Still, many moral philosophers—most, in fact—think that egoism is no ethics at all. That’s because they define ethics as a body of principles for dealing with others. Ethics as altruism, in other words. Many think that acting for one’s own practical reasons may or may not be fine, but it just isn’t “moral.” With this way of chopping up the proper province of ethics—ethics being in fact a guide to living as a human being—many of these philosophers have trouble seeing Rand’s view for what it is.
 
Altruism and self-sacrifice are still the standard of ethics in the minds of much of the general public. Just read, for example, “The Ethicist” in The New York Times Magazine or listen to most religious preachers. Many people think this because they see self-interested behavior as short-sighted, unfeeling, and destructive. Their model of rational selfishness is a sociopath.
 
In practice, however, most people in America try to seek happiness and take care of themselves. That’s not far from the Objectivist view—and it shouldn’t be, if Objectivism outlines true principles behind successful living and flourishing. That truth will continue to be reality’s challenge to the conventional view of ethics and egoism.

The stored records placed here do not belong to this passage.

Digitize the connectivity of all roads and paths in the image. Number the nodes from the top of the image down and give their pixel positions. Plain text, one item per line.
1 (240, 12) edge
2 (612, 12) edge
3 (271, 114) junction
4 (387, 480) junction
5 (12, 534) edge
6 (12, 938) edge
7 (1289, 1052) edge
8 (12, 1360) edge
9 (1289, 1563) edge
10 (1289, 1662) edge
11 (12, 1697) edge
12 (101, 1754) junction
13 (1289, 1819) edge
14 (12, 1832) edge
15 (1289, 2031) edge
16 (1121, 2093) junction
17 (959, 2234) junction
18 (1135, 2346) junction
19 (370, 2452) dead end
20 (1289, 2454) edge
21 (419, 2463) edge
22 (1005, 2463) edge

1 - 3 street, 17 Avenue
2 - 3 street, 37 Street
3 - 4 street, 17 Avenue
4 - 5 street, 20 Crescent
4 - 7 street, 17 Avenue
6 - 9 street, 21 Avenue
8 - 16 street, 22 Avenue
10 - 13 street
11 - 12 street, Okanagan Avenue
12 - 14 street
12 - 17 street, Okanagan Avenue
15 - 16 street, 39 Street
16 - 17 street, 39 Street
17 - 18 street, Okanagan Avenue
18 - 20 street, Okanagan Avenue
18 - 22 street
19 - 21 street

3) Myth: Rand was a conservative advocate for the wealthy class. 
   Reality: Rand was for individualism, reason, and freedom. She opposed defining people by social class.

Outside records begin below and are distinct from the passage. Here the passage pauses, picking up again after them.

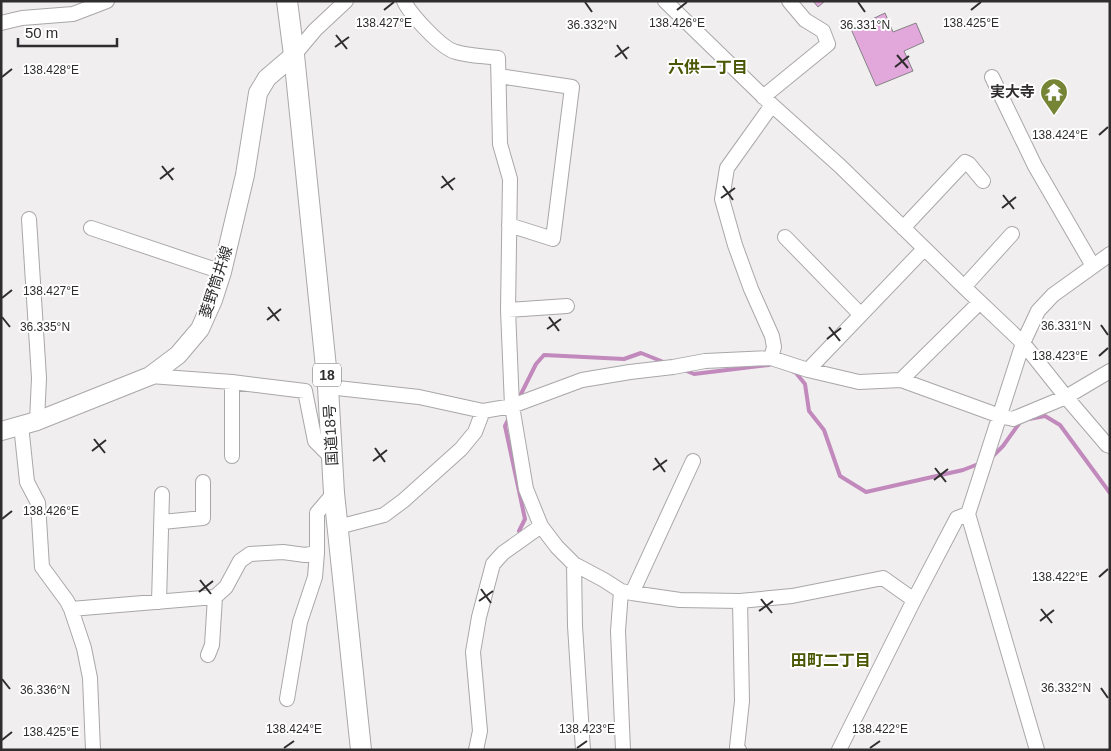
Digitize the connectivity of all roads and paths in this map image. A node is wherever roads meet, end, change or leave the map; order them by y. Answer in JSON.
{"nodes":[{"id":1,"x":107,"y":1,"type":"edge"},
{"id":2,"x":287,"y":1,"type":"edge"},
{"id":3,"x":346,"y":1,"type":"edge"},
{"id":4,"x":404,"y":1,"type":"edge"},
{"id":5,"x":665,"y":1,"type":"edge"},
{"id":6,"x":789,"y":1,"type":"edge"},
{"id":7,"x":1,"y":23,"type":"edge"},
{"id":8,"x":294,"y":55,"type":"junction"},
{"id":9,"x":499,"y":76,"type":"junction"},
{"id":10,"x":992,"y":77,"type":"dead end"},
{"id":11,"x":767,"y":101,"type":"junction"},
{"id":12,"x":983,"y":181,"type":"dead end"},
{"id":13,"x":29,"y":219,"type":"dead end"},
{"id":14,"x":509,"y":225,"type":"junction"},
{"id":15,"x":91,"y":228,"type":"dead end"},
{"id":16,"x":903,"y":228,"type":"junction"},
{"id":17,"x":1012,"y":234,"type":"dead end"},
{"id":18,"x":784,"y":237,"type":"dead end"},
{"id":19,"x":924,"y":249,"type":"junction"},
{"id":20,"x":1110,"y":254,"type":"edge"},
{"id":21,"x":1093,"y":266,"type":"junction"},
{"id":22,"x":222,"y":272,"type":"junction"},
{"id":23,"x":964,"y":287,"type":"junction"},
{"id":24,"x":980,"y":302,"type":"junction"},
{"id":25,"x":567,"y":306,"type":"dead end"},
{"id":26,"x":508,"y":310,"type":"junction"},
{"id":27,"x":860,"y":314,"type":"junction"},
{"id":28,"x":1023,"y":342,"type":"junction"},
{"id":29,"x":771,"y":358,"type":"junction"},
{"id":30,"x":808,"y":370,"type":"junction"},
{"id":31,"x":1110,"y":371,"type":"edge"},
{"id":32,"x":150,"y":376,"type":"junction"},
{"id":33,"x":901,"y":380,"type":"junction"},
{"id":34,"x":232,"y":382,"type":"junction"},
{"id":35,"x":328,"y":387,"type":"junction"},
{"id":36,"x":1066,"y":397,"type":"junction"},
{"id":37,"x":512,"y":406,"type":"junction"},
{"id":38,"x":483,"y":411,"type":"junction"},
{"id":39,"x":1000,"y":416,"type":"junction"},
{"id":40,"x":29,"y":423,"type":"junction"},
{"id":41,"x":1,"y":431,"type":"edge"},
{"id":42,"x":1110,"y":446,"type":"edge"},
{"id":43,"x":232,"y":456,"type":"dead end"},
{"id":44,"x":332,"y":458,"type":"junction"},
{"id":45,"x":693,"y":461,"type":"dead end"},
{"id":46,"x":203,"y":482,"type":"dead end"},
{"id":47,"x":334,"y":493,"type":"junction"},
{"id":48,"x":162,"y":494,"type":"dead end"},
{"id":49,"x":968,"y":514,"type":"junction"},
{"id":50,"x":162,"y":522,"type":"junction"},
{"id":51,"x":541,"y":526,"type":"junction"},
{"id":52,"x":338,"y":527,"type":"junction"},
{"id":53,"x":317,"y":554,"type":"junction"},
{"id":54,"x":574,"y":564,"type":"junction"},
{"id":55,"x":627,"y":592,"type":"junction"},
{"id":56,"x":215,"y":597,"type":"junction"},
{"id":57,"x":914,"y":600,"type":"junction"},
{"id":58,"x":740,"y":601,"type":"junction"},
{"id":59,"x":159,"y":602,"type":"junction"},
{"id":60,"x":71,"y":609,"type":"junction"},
{"id":61,"x":208,"y":655,"type":"dead end"},
{"id":62,"x":287,"y":699,"type":"dead end"},
{"id":63,"x":93,"y":750,"type":"edge"},
{"id":64,"x":361,"y":750,"type":"edge"},
{"id":65,"x":476,"y":750,"type":"edge"},
{"id":66,"x":583,"y":750,"type":"edge"},
{"id":67,"x":623,"y":750,"type":"edge"},
{"id":68,"x":739,"y":750,"type":"edge"},
{"id":69,"x":839,"y":750,"type":"edge"},
{"id":70,"x":1037,"y":750,"type":"edge"}],
"edges":[{"from":1,"to":7,"type":"street"},
{"from":2,"to":8,"type":"highway","name":"国道18号","number":"18"},
{"from":3,"to":8,"type":"street"},
{"from":4,"to":9,"type":"street"},
{"from":5,"to":11,"type":"street"},
{"from":6,"to":11,"type":"street"},
{"from":8,"to":22,"type":"main road","name":"菱野筒井線"},
{"from":8,"to":35,"type":"highway","name":"国道18号","number":"18"},
{"from":9,"to":14,"type":"street"},
{"from":9,"to":14,"type":"street"},
{"from":10,"to":21,"type":"street"},
{"from":11,"to":16,"type":"street"},
{"from":11,"to":29,"type":"street"},
{"from":12,"to":16,"type":"street"},
{"from":13,"to":40,"type":"street"},
{"from":14,"to":26,"type":"street"},
{"from":15,"to":22,"type":"street"},
{"from":16,"to":19,"type":"street"},
{"from":17,"to":23,"type":"street"},
{"from":18,"to":27,"type":"street"},
{"from":19,"to":23,"type":"street"},
{"from":19,"to":27,"type":"street"},
{"from":20,"to":21,"type":"street"},
{"from":21,"to":28,"type":"street"},
{"from":22,"to":32,"type":"main road","name":"菱野筒井線"},
{"from":23,"to":24,"type":"street"},
{"from":24,"to":28,"type":"street"},
{"from":24,"to":33,"type":"street"},
{"from":25,"to":26,"type":"street"},
{"from":26,"to":37,"type":"street"},
{"from":27,"to":30,"type":"street"},
{"from":28,"to":36,"type":"street"},
{"from":28,"to":39,"type":"street"},
{"from":29,"to":30,"type":"street"},
{"from":29,"to":37,"type":"street"},
{"from":30,"to":33,"type":"street"},
{"from":31,"to":36,"type":"street"},
{"from":32,"to":34,"type":"street"},
{"from":32,"to":40,"type":"main road","name":"菱野筒井線"},
{"from":33,"to":39,"type":"street"},
{"from":34,"to":43,"type":"street"},
{"from":34,"to":44,"type":"street"},
{"from":35,"to":38,"type":"street"},
{"from":35,"to":44,"type":"highway","name":"国道18号","number":"18"},
{"from":36,"to":39,"type":"street"},
{"from":36,"to":42,"type":"street"},
{"from":37,"to":38,"type":"street"},
{"from":37,"to":51,"type":"street"},
{"from":38,"to":52,"type":"street"},
{"from":39,"to":49,"type":"street"},
{"from":40,"to":41,"type":"main road","name":"菱野筒井線"},
{"from":40,"to":60,"type":"street"},
{"from":44,"to":47,"type":"highway","name":"国道18号","number":"18"},
{"from":45,"to":55,"type":"street"},
{"from":46,"to":50,"type":"street"},
{"from":47,"to":52,"type":"highway","name":"国道18号","number":"18"},
{"from":47,"to":53,"type":"street"},
{"from":48,"to":50,"type":"street"},
{"from":49,"to":57,"type":"street"},
{"from":49,"to":70,"type":"street"},
{"from":50,"to":59,"type":"street"},
{"from":51,"to":54,"type":"street"},
{"from":51,"to":65,"type":"street"},
{"from":52,"to":64,"type":"highway","name":"国道18号","number":"18"},
{"from":53,"to":56,"type":"street"},
{"from":53,"to":62,"type":"street"},
{"from":54,"to":55,"type":"street"},
{"from":54,"to":66,"type":"street"},
{"from":55,"to":58,"type":"street"},
{"from":55,"to":67,"type":"street"},
{"from":56,"to":59,"type":"street"},
{"from":56,"to":61,"type":"street"},
{"from":57,"to":58,"type":"street"},
{"from":57,"to":69,"type":"street"},
{"from":58,"to":68,"type":"street"},
{"from":59,"to":60,"type":"street"},
{"from":60,"to":63,"type":"street"}]}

Ayn Rand was no conservative.
Many Objectivists themselves identify with the Right in American politics. And the Old Right had substantial classical liberal elements a century ago. Ayn Rand herself is often called “right-wing.” And her most famous defender, Alan Greenspan, was a consultant to Republicans and was nominated to chair the Fed by President Reagan.
 
For this reason, commentators on the Left often ascribe to Rand conservative ideas she never held. The most pernicious of these is the idea that Rand was a defender of the wealthy. In this view, she was the Nietzschean firebrand of the country-club set.
 
For example, Jonathan Chait, who wrote a screed attacking Rand in The New Republic (September 14, 2009), describes Rand’s social analysis as “the ideological pity of the rich for the oppression that they suffer as a class.” In place of health care for all, Rand advocated “WealthCare” for “the rich”, Chait contends
 
Yet one only has to read Rand to see how wrong this is. Wealthy villains abound in Rand, from the clucking, mindless socialites of The Fountainhead to the Taggart-Boyle industrialist cartel in Atlas Shrugged . Howard Roark, hero of The Fountainhead , is from no distinguished background, and one of his best friends is a plain-spoken electrician. Indeed, Rand focuses intense skepticism on the moral status of wealthy characters. For Rand, wealth earned in a free market is a badge of honor—because it is earned through the voluntary approbation of customers, employers, and clients. But wealth isn’t happiness, and it alone doesn’t make one moral. Rand wanted the productive to unite, whatever their social class. Rand opposed economic policies that penalized the productive. She thought laissez-faire capitalism would in time destroy the old wealthy class and would create a more just and dynamic society.
 
In sum, Ayn Rand was no conservative. Her politics are best described as libertarian, and her cultural view was deeply opposed to traditionalism of any kind. Objectivism is also opposed to most conservatives on the issue of religious faith. And then, there’s that pesky virtue of selfishness. Ayn Rand herself was an equal opportunity offender, blasting the right and left in her essays of the 1960s and 70s. Here at The New Individualist, we are staunchly opposed to many policies of the new Democratic regime, but we weren’t cheerleaders for many of the policies and cultural views of the Bush Republicans, either.
 
Right and Left are confused, misleading political categories. Objectivism is of both parties, and neither.